At a social gathering recently I ran into a psychiatrist I've met before.
He has a very nice wife and very smart kids and he, himself, stands out for being an incredible talker.
He talks very fast and he's very interesting and he gets so carried away with what he is saying that he goes on and on and eventually his wife has to cart him away.
To me, it's obvious that he's a born talker.

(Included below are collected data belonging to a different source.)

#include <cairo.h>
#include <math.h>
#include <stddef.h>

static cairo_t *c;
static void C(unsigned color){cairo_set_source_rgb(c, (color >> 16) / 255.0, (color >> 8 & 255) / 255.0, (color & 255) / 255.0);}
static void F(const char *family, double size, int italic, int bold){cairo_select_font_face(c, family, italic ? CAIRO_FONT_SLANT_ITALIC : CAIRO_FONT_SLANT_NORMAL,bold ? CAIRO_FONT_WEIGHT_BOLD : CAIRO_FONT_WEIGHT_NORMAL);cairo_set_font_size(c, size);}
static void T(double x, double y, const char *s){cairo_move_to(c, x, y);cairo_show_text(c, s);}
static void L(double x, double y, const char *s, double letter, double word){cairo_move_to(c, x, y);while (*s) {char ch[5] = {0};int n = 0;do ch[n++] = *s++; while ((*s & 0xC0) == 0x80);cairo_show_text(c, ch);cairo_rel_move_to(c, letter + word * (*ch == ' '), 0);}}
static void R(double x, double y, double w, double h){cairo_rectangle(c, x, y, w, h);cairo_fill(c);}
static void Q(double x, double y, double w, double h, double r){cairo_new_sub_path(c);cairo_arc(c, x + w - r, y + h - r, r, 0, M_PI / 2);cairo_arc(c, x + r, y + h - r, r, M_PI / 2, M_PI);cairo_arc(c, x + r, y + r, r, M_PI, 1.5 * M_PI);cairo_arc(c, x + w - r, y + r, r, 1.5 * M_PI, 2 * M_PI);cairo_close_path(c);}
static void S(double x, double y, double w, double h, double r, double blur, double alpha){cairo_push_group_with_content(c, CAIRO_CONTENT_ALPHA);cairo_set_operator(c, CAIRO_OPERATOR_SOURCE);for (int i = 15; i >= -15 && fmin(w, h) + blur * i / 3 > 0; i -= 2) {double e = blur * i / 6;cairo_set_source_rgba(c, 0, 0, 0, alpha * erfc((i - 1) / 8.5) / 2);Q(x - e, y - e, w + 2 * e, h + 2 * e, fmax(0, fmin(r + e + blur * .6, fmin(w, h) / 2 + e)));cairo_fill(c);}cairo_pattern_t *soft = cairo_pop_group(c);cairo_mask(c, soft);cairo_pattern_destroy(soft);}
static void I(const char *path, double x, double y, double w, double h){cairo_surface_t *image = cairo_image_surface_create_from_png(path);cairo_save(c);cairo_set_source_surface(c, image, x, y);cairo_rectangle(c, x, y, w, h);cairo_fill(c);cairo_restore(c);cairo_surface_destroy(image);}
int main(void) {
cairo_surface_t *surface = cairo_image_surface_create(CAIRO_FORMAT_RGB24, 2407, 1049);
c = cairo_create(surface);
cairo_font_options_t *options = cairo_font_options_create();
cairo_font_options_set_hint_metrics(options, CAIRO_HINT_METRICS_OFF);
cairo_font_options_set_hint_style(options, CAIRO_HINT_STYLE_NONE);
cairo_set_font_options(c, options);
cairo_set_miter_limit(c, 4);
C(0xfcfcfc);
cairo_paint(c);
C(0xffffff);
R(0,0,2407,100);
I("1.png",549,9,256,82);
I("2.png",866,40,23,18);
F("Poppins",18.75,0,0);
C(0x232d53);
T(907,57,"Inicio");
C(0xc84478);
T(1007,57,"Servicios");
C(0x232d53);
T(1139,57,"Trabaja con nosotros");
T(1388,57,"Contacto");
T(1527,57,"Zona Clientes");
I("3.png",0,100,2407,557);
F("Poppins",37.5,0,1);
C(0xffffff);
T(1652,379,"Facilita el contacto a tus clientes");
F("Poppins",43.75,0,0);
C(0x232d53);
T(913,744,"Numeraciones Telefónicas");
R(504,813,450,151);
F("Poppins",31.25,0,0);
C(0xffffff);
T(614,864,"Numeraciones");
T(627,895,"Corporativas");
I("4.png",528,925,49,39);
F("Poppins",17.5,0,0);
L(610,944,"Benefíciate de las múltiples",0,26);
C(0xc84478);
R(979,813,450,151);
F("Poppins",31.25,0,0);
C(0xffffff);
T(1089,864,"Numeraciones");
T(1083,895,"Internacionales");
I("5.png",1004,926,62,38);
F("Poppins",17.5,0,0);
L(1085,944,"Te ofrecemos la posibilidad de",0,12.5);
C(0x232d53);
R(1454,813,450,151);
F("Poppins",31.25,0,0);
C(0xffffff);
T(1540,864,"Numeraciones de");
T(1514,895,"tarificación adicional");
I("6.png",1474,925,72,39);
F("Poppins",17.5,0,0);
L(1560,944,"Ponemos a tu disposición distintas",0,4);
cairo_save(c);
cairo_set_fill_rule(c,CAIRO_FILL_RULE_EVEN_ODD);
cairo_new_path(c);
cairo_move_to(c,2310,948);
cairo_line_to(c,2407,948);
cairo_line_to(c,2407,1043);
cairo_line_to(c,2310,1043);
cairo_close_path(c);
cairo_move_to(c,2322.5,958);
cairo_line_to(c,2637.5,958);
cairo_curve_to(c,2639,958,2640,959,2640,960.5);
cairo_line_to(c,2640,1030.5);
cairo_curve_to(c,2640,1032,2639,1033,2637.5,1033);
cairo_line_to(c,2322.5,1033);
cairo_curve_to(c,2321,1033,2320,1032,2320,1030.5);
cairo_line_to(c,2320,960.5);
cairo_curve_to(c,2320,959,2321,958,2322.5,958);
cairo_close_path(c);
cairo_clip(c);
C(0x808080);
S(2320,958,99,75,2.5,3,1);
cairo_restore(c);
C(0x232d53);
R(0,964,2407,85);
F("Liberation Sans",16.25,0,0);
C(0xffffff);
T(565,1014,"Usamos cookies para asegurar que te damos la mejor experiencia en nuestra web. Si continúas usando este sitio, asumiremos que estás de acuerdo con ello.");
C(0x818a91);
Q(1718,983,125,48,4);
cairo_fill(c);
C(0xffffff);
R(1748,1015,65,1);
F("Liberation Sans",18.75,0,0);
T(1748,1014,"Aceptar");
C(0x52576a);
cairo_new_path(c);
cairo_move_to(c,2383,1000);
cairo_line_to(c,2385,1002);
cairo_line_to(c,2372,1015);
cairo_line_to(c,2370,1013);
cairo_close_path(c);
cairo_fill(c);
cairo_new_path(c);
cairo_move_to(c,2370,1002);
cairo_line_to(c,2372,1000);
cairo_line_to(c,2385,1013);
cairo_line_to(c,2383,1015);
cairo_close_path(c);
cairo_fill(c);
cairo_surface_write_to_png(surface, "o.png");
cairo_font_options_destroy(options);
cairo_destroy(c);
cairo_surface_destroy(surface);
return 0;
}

Here's Liel Liebovitz quoting talk show host, Andy Cohen:
Once I talked for two days straight in the
backseat of my uncle Stanley’s station wagon as it careened toward the
west coast of Florida.
I was probably fourteen, on a road trip with my
sister Em and our cousins, and in my boredom, I came up with the
brilliant idea of using Em’s hairbrush, with its clear plastic handle
and black bristles, as a microphone into which I did a constant
play-by-play of the trip, with no commercial breaks.
I sang pretty much
every mile marker—“mile marker two-hun-dred and sev-en”—from
Missouri to Georgia.
I did the weather, monitored goings-on in other
cars (“Hairy man in pickup truck to our left is picking a winner! Does
he have a problem?”), and interviewed the other passengers.
I “reported”
on various tidbits of information I’d picked up at Camp Nebagamon that
summer, like the rumor that Diana Ross was actually a bitch to the other
Supremes.
I don't think that someone who wasn't born that way could do it.
I just read this of Delmore Schwartz: "He was a brilliant talker and a restless omnivorous reader."
I'm assuming that the reading gave him something to say but not every reader is a talker. You have to process what you read into clear ideas that can be readily conveyed and you have to have an urge to share these ideas regularly and for an extended period of time.